- **Your goal**: For each line below that contains the string "highway", copy that line.

- **Input for this task**:
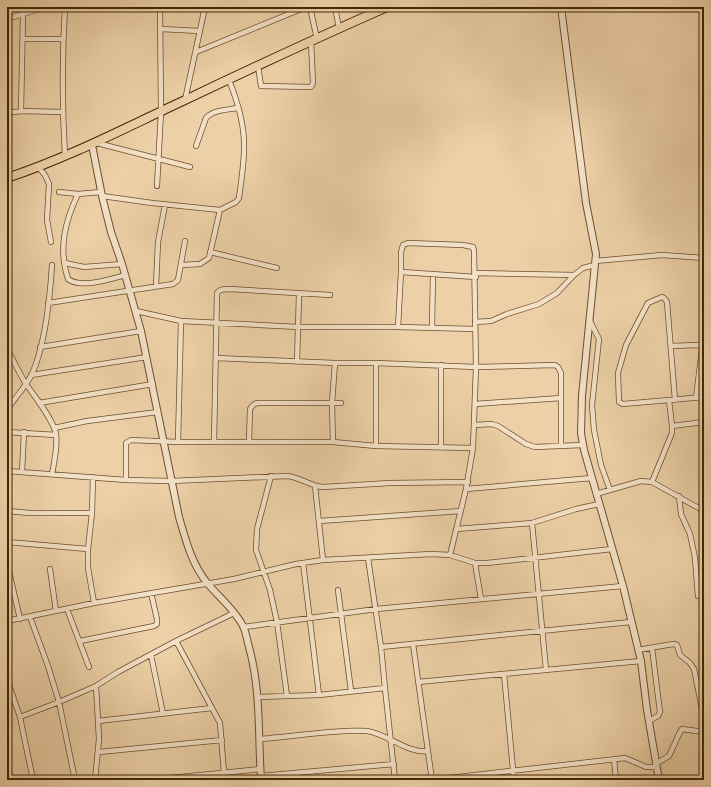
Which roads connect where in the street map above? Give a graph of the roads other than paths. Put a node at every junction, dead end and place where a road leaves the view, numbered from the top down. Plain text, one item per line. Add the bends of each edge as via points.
1 (45, 7) edge
2 (65, 7) edge
3 (160, 7) edge
4 (205, 7) edge
5 (306, 7) edge
6 (310, 7) edge
7 (335, 7) edge
8 (387, 7) edge
9 (561, 7) edge
10 (23, 14) junction
11 (7, 19) edge
12 (339, 28) junction
13 (161, 29) junction
14 (200, 31) junction
15 (23, 39) junction
16 (63, 39) junction
17 (314, 40) junction
18 (196, 52) junction
19 (258, 66) junction
20 (229, 80) junction
21 (185, 100) junction
22 (237, 108) junction
23 (21, 111) junction
24 (63, 112) junction
25 (161, 112) junction
26 (7, 114) edge
27 (94, 144) junction
28 (196, 146) dead end
29 (65, 156) junction
30 (158, 159) junction
31 (190, 167) dead end
32 (38, 168) junction
33 (7, 178) edge
34 (157, 186) dead end
35 (59, 192) dead end
36 (78, 194) junction
37 (102, 194) junction
38 (164, 205) junction
39 (220, 210) junction
40 (186, 241) dead end
41 (51, 242) dead end
42 (210, 252) junction
43 (704, 258) edge
44 (65, 263) junction
45 (595, 263) junction
46 (122, 264) junction
47 (52, 265) dead end
48 (182, 265) junction
49 (277, 268) dead end
50 (401, 272) junction
51 (433, 274) junction
52 (126, 275) junction
53 (475, 275) junction
54 (574, 275) junction
55 (156, 286) junction
56 (130, 290) junction
57 (299, 294) junction
58 (330, 295) dead end
59 (48, 303) junction
60 (136, 311) junction
61 (181, 321) junction
62 (589, 321) junction
63 (217, 322) junction
64 (475, 322) junction
65 (299, 327) junction
66 (398, 327) junction
67 (432, 327) junction
68 (475, 329) junction
69 (141, 331) junction
70 (671, 346) junction
71 (40, 347) junction
72 (7, 349) edge
73 (147, 357) junction
74 (216, 358) junction
75 (297, 362) junction
76 (335, 363) junction
77 (376, 363) junction
78 (441, 365) junction
79 (476, 367) junction
80 (31, 375) junction
81 (26, 383) junction
82 (153, 384) junction
83 (704, 397) edge
84 (561, 398) junction
85 (696, 398) junction
86 (669, 400) junction
87 (675, 400) junction
88 (39, 403) junction
89 (332, 403) junction
90 (341, 403) dead end
91 (475, 404) junction
92 (7, 410) edge
93 (158, 412) junction
94 (704, 422) edge
95 (474, 425) junction
96 (672, 426) junction
97 (54, 428) junction
98 (7, 432) edge
99 (24, 432) junction
100 (56, 435) junction
101 (163, 441) junction
102 (178, 442) junction
103 (214, 442) junction
104 (249, 442) junction
105 (333, 442) junction
106 (583, 445) junction
107 (376, 446) junction
108 (561, 446) junction
109 (441, 448) junction
110 (473, 448) junction
111 (7, 471) edge
112 (22, 472) junction
113 (52, 474) junction
114 (271, 476) junction
115 (93, 477) junction
116 (592, 478) junction
117 (126, 480) junction
118 (171, 480) junction
119 (468, 482) junction
120 (652, 482) junction
121 (315, 486) junction
122 (466, 489) junction
123 (610, 490) junction
124 (596, 494) junction
125 (678, 496) junction
126 (599, 504) junction
127 (7, 511) edge
128 (461, 511) junction
129 (704, 511) edge
130 (92, 513) junction
131 (319, 521) junction
132 (532, 523) junction
133 (457, 529) junction
134 (7, 542) edge
135 (88, 549) junction
136 (612, 549) junction
137 (450, 555) junction
138 (368, 558) junction
139 (536, 558) junction
140 (322, 560) junction
141 (7, 563) edge
142 (303, 563) junction
143 (475, 563) junction
144 (50, 569) dead end
145 (264, 571) junction
146 (9, 581) edge
147 (207, 583) junction
148 (623, 586) junction
149 (338, 590) dead end
150 (151, 593) junction
151 (539, 594) junction
152 (698, 596) dead end
153 (481, 599) junction
154 (94, 603) junction
155 (67, 608) junction
156 (376, 609) junction
157 (56, 611) junction
158 (234, 613) junction
159 (341, 614) junction
160 (30, 616) junction
161 (20, 618) junction
162 (309, 618) junction
163 (7, 621) edge
164 (277, 622) junction
165 (631, 622) junction
166 (244, 627) junction
167 (543, 632) junction
168 (176, 641) junction
169 (80, 642) junction
170 (413, 644) junction
171 (381, 647) junction
172 (652, 648) junction
173 (638, 650) junction
174 (151, 655) junction
175 (641, 661) junction
176 (89, 667) dead end
177 (546, 670) junction
178 (504, 674) junction
179 (7, 679) edge
180 (418, 682) junction
181 (96, 686) junction
182 (384, 688) junction
183 (351, 691) junction
184 (320, 695) junction
185 (287, 696) junction
186 (258, 697) junction
187 (59, 702) junction
188 (212, 708) junction
189 (163, 714) junction
190 (20, 717) junction
191 (704, 719) edge
192 (98, 721) junction
193 (649, 721) junction
194 (704, 732) edge
195 (260, 739) junction
196 (390, 739) junction
197 (222, 740) junction
198 (99, 752) junction
199 (428, 752) junction
200 (614, 759) junction
201 (394, 764) junction
202 (657, 765) junction
203 (513, 770) junction
204 (224, 773) junction
205 (214, 774) junction
206 (294, 774) junction
207 (261, 775) edge
208 (170, 779) edge
209 (33, 780) edge
210 (75, 780) edge
211 (96, 780) edge
212 (150, 780) edge
213 (215, 780) edge
214 (295, 780) edge
215 (395, 780) edge
216 (432, 780) edge
217 (514, 780) edge
218 (616, 780) edge
219 (659, 780) edge

1 - 10 street
2 - 16 street
3 - 13 street
4 - 14 street
5 - 18 street
6 - 17 street
7 - 12 street
8 - 12 highway
9 - 45 street via 586,203 596,254
10 - 11 street
10 - 15 street
12 - 17 highway
13 - 14 street
13 - 25 street
14 - 18 street
15 - 16 street
15 - 23 street
16 - 24 street
17 - 19 highway
17 - 19 street via 311,87 261,86
18 - 21 street
19 - 20 highway
20 - 21 highway
20 - 22 street
21 - 25 highway
22 - 28 street via 209,115
22 - 39 street via 244,138 239,198
23 - 24 street
23 - 26 street
24 - 29 street
25 - 27 highway
25 - 30 street
27 - 29 highway
27 - 30 street
27 - 37 street
29 - 32 highway
30 - 31 street
30 - 34 street
32 - 33 highway
32 - 41 street via 49,184 47,220
35 - 36 street
36 - 37 street
36 - 44 street via 67,220 64,241
37 - 38 street
37 - 46 street
38 - 39 street
38 - 55 street via 158,242
39 - 42 street
40 - 48 street
42 - 48 street via 208,258 200,264
42 - 49 street
43 - 45 street via 662,255
44 - 46 street via 84,267
44 - 52 street via 68,278 74,282 96,282
45 - 54 street
45 - 62 street
46 - 52 street
47 - 59 street
48 - 55 street via 176,282
50 - 51 street
50 - 53 street via 402,248 408,243 473,248
50 - 66 street
51 - 53 street
51 - 67 street
52 - 56 street
53 - 54 street
53 - 64 street
54 - 64 street via 557,293 539,304 491,321
55 - 56 street
56 - 59 street
56 - 60 street
57 - 58 street
57 - 63 street via 221,289 217,294
57 - 65 street
59 - 71 street
60 - 61 street
60 - 69 street
61 - 63 street
61 - 102 street
62 - 106 street via 582,396
62 - 123 street via 599,339 592,405 594,430 601,465
63 - 65 street
63 - 74 street
64 - 68 street
65 - 66 street
65 - 75 street
66 - 67 street
67 - 68 street
68 - 79 street
69 - 71 street
69 - 73 street
70 - 85 street via 701,346
70 - 86 street via 667,302 662,298 646,307 626,345 618,373 621,404
70 - 87 street
71 - 80 street
72 - 81 street
73 - 80 street
73 - 82 street
74 - 75 street
74 - 103 street
75 - 76 street
76 - 77 street
76 - 89 street
77 - 78 street
77 - 107 street
78 - 79 street
78 - 109 street
79 - 84 street via 555,365 561,373
79 - 91 street
80 - 81 street
81 - 88 street
81 - 92 street
82 - 88 street
82 - 93 street
83 - 85 street
84 - 91 street
84 - 108 street
85 - 87 street
86 - 87 street
86 - 96 street
88 - 97 street
89 - 90 street
89 - 104 street via 264,402 252,405 249,416
89 - 105 street
91 - 95 street
93 - 97 street
93 - 101 street
94 - 96 street
95 - 108 street via 498,426 535,447
95 - 110 street
96 - 120 street via 672,433
97 - 100 street
98 - 99 street
99 - 100 street
99 - 112 street
100 - 113 street
101 - 102 street
101 - 117 street via 126,441
101 - 118 street
102 - 103 street
103 - 104 street
104 - 105 street
105 - 107 street
106 - 108 street
106 - 116 street
107 - 109 street
109 - 110 street
110 - 119 street
111 - 112 street
112 - 113 street
113 - 115 street
114 - 118 street
114 - 121 street via 295,477
114 - 145 street via 256,541 256,550
115 - 117 street
115 - 130 street
116 - 122 street
116 - 124 street
117 - 118 street
118 - 147 street via 187,546
119 - 121 street
119 - 122 street
120 - 123 street via 641,481
120 - 125 street
121 - 131 street
122 - 128 street
123 - 124 street
124 - 126 street
125 - 129 street
125 - 152 street via 694,552
126 - 132 street
126 - 136 street
127 - 130 street
128 - 131 street
128 - 133 street
130 - 135 street
131 - 140 street
132 - 133 street
132 - 139 street
133 - 137 street
134 - 135 street
135 - 154 street via 88,568
136 - 139 street
136 - 148 street
137 - 138 street
137 - 143 street
138 - 140 street
138 - 156 street
139 - 143 street
139 - 151 street
140 - 142 street
141 - 146 street
142 - 145 street
142 - 162 street
143 - 153 street
144 - 157 street
145 - 147 street
145 - 164 street
146 - 161 street
147 - 150 street
147 - 158 street
148 - 151 street
148 - 165 street
149 - 159 street
150 - 154 street
150 - 169 street via 157,624
151 - 153 street
151 - 167 street
153 - 156 street
154 - 155 street
155 - 157 street
155 - 169 street
156 - 159 street
156 - 171 street
157 - 160 street
158 - 166 street
158 - 168 street
159 - 162 street
159 - 183 street
160 - 161 street
160 - 187 street
161 - 163 street
162 - 164 street
162 - 184 street
164 - 166 street
164 - 185 street
165 - 167 street
165 - 173 street
166 - 186 street
167 - 170 street
167 - 177 street
168 - 174 street
168 - 188 street
169 - 176 street
170 - 171 street
170 - 180 street
171 - 182 street
172 - 173 street
172 - 191 street via 675,644 678,646 680,654 692,666
172 - 193 street via 660,712
173 - 175 street
174 - 181 street
174 - 189 street
175 - 177 street
175 - 193 street
177 - 178 street
178 - 180 street
178 - 203 street
179 - 190 street
180 - 199 street
181 - 187 street
181 - 192 street
182 - 183 street
182 - 196 street
183 - 184 street
184 - 185 street
185 - 186 street
186 - 195 street
187 - 190 street
187 - 210 street
188 - 189 street
188 - 197 street via 220,723
189 - 192 street
190 - 209 street
192 - 198 street
193 - 202 street
194 - 202 street via 682,729 669,756
195 - 196 street via 358,731
195 - 207 street
196 - 199 street via 416,751
196 - 201 street
197 - 198 street
197 - 204 street
198 - 211 street
199 - 216 street
200 - 202 street via 625,758 646,767
200 - 203 street
200 - 218 street
201 - 206 street
201 - 215 street
202 - 219 street
203 - 216 street
203 - 217 street
204 - 205 street
204 - 207 street
205 - 208 street
205 - 213 street
206 - 207 street
206 - 214 street
208 - 212 street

- **Output for this exercise**:
8 - 12 highway
12 - 17 highway
17 - 19 highway
19 - 20 highway
20 - 21 highway
21 - 25 highway
25 - 27 highway
27 - 29 highway
29 - 32 highway
32 - 33 highway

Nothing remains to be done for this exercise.